Governo orienta aliados a intensificar ataques a Flávio Bolsonaro
Estratégia marca mudança do Planalto diante do avanço do senador nas pesquisas e prevê atuação de parlamentares e movimentos sociais contra o adversário
247 - A cúpula do governo do presidente Luiz Inácio Lula da Silva (PT) passou a orientar aliados a adotarem uma postura mais ofensiva contra o senador Flávio Bolsonaro (PL-RJ), apontado como um dos principais adversários do petista na disputa presidencial de 2026. As informações foram divulgadas pelo jornal Folha de S.Paulo.
A mudança de estratégia ocorre após avaliações internas de que a candidatura do filho do ex-presidente Jair Bolsonaro deixou de ser uma hipótese e passou a ser tratada como um cenário consolidado. O novo posicionamento marca uma inflexão no comportamento de aliados de Lula, que até então evitavam ataques diretos ao senador.
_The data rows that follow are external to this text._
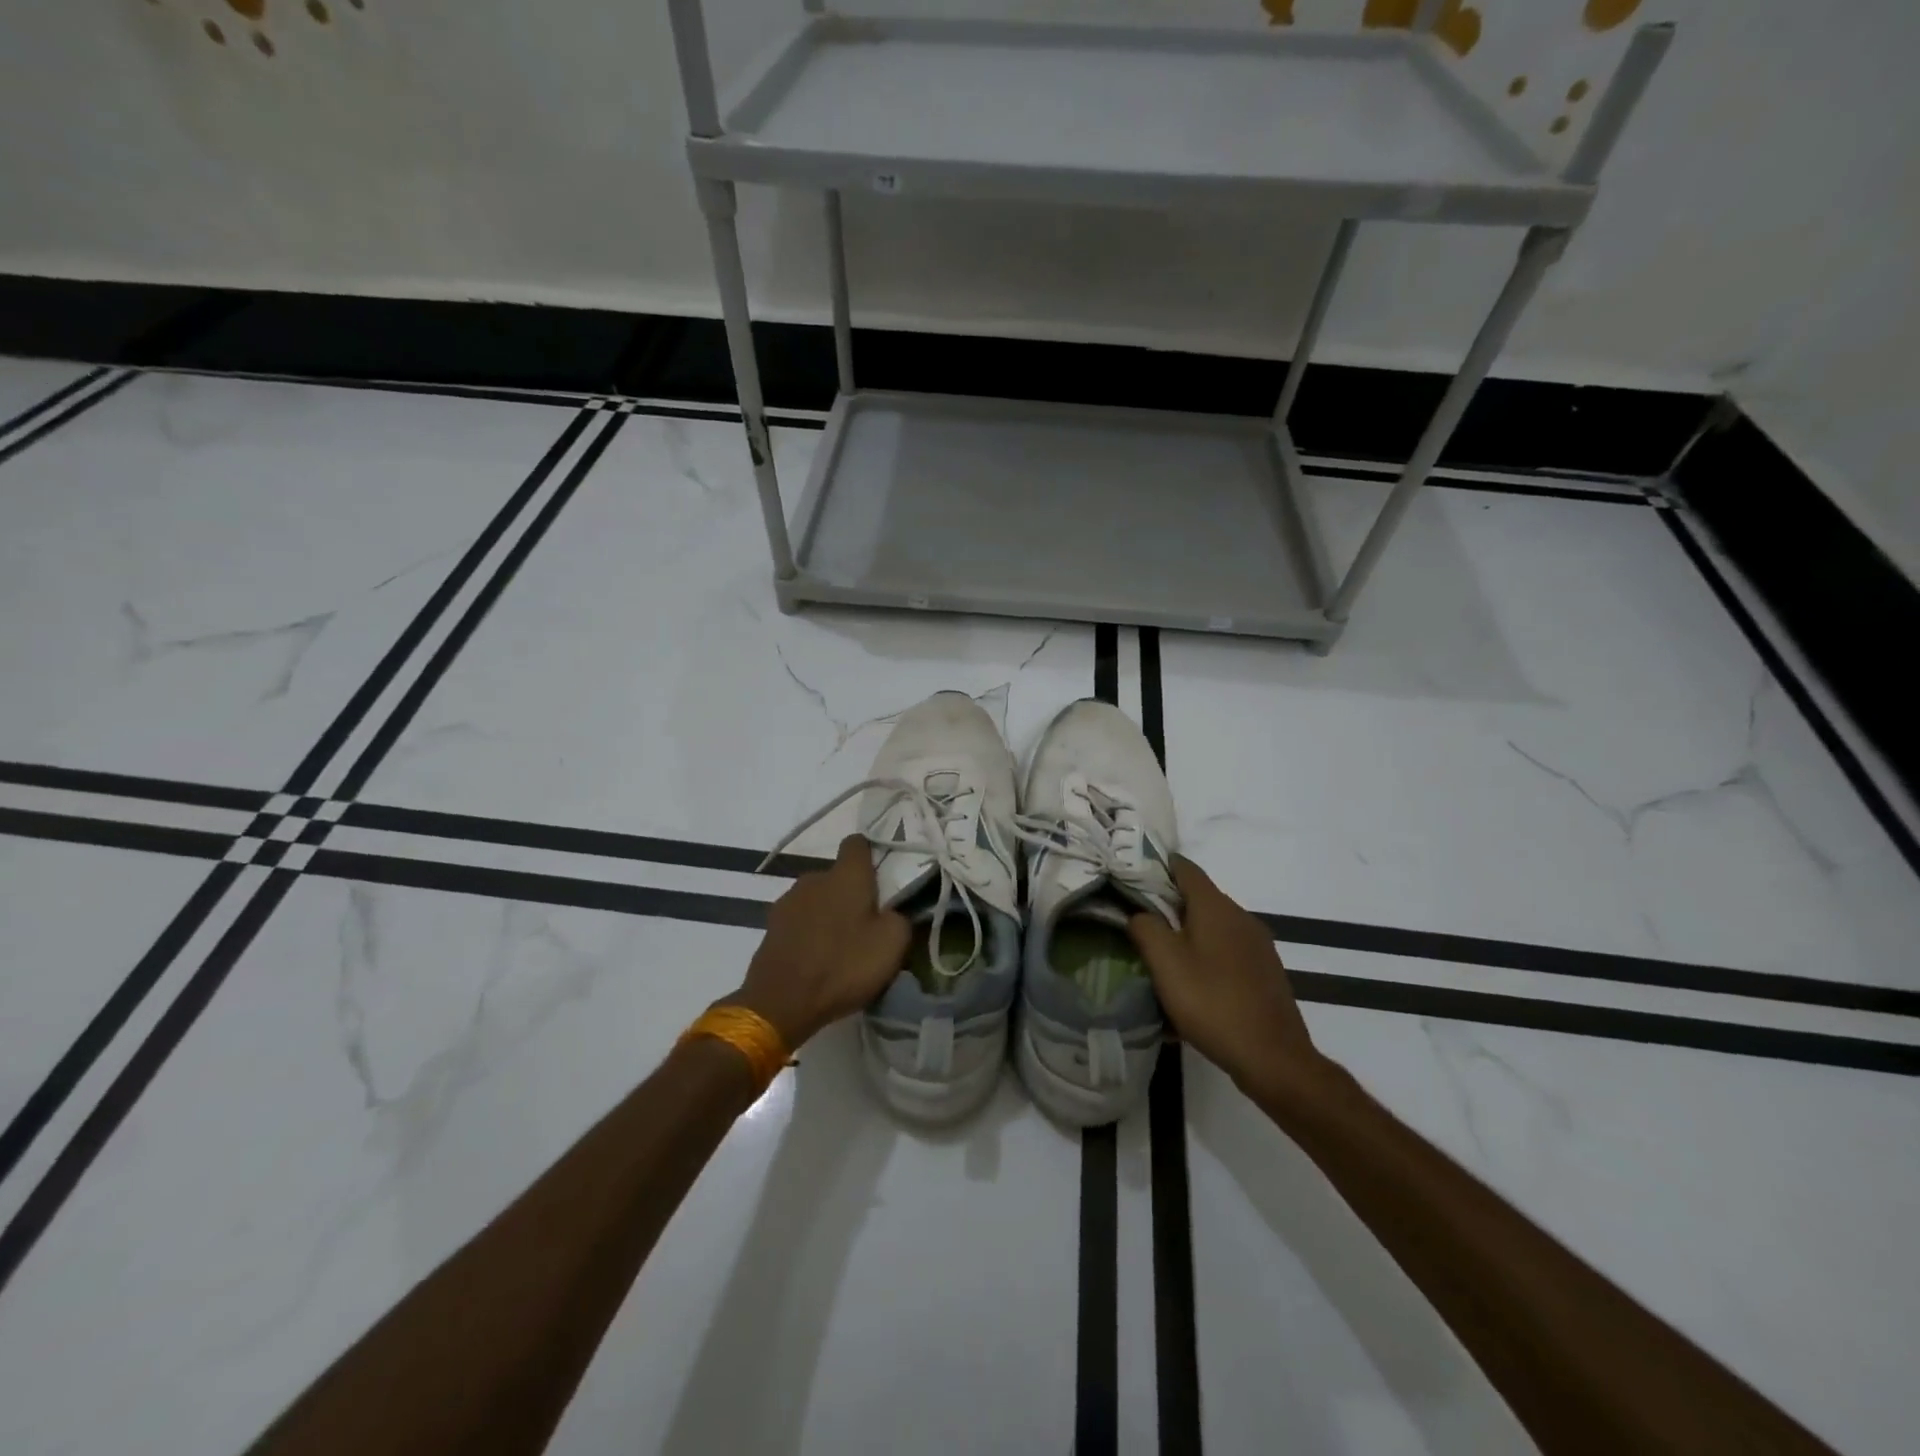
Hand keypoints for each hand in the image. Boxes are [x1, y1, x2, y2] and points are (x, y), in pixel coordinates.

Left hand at [731, 834, 909, 1049]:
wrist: (781, 1001)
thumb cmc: (843, 965)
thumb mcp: (892, 945)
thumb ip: (900, 918)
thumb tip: (892, 912)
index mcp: (846, 875)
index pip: (857, 843)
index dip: (870, 854)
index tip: (881, 875)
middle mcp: (814, 878)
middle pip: (837, 876)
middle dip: (851, 893)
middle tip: (866, 925)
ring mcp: (789, 901)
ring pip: (818, 899)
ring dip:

Mudança de cálculo político
Nos últimos meses, integrantes do governo e da base aliada vinham evitando movimentos coordenados contra Flávio Bolsonaro. O receio era de que uma ofensiva antecipada pudesse enfraquecê-lo a ponto de tirá-lo da disputa, abrindo espaço para um adversário considerado mais competitivo, como o governador de São Paulo, Tarcísio de Freitas (Republicanos).
Tarcísio chegou a ser cogitado como nome do bolsonarismo para a eleição presidencial, mas acabou preterido após a indicação de Flávio como representante do grupo político liderado por Jair Bolsonaro. Ainda assim, o governador é visto como uma alternativa caso o senador perca força ao longo da pré-campanha.
O cenário, porém, evoluiu de forma diferente do esperado por setores do governo. Pesquisa recente do Datafolha mostrou que Flávio Bolsonaro não apenas se manteve competitivo, como aparece tecnicamente empatado com Lula em um eventual segundo turno.
Orientação à base e movimentos sociais
A nova diretriz foi reforçada na terça-feira (17) pelo ministro da Secretaria-Geral da Presidência, Guilherme Boulos, durante um almoço com deputados do PT na Câmara. Embora tenha apresentado a avaliação como pessoal, parlamentares interpretaram a fala como um recado alinhado ao próprio presidente.
Além do Congresso, movimentos sociais ligados ao campo lulista também foram incentivados a “virar a chave” e adotar postura mais ativa, entrando em ritmo de pré-campanha eleitoral.
Linhas de ataque e estratégia
Entre os eixos da ofensiva, aliados do governo pretendem intensificar comparações entre a atual gestão e o governo Bolsonaro, além de retomar temas sensíveis ligados ao passado político de Flávio. Um dos pontos citados é o caso das chamadas “rachadinhas” em seu gabinete quando era deputado estadual no Rio de Janeiro — investigações que foram encerradas em 2021 após anulação de provas pela Justiça.
Outro foco será questionar a imagem de moderação que o senador tenta construir no cenário nacional.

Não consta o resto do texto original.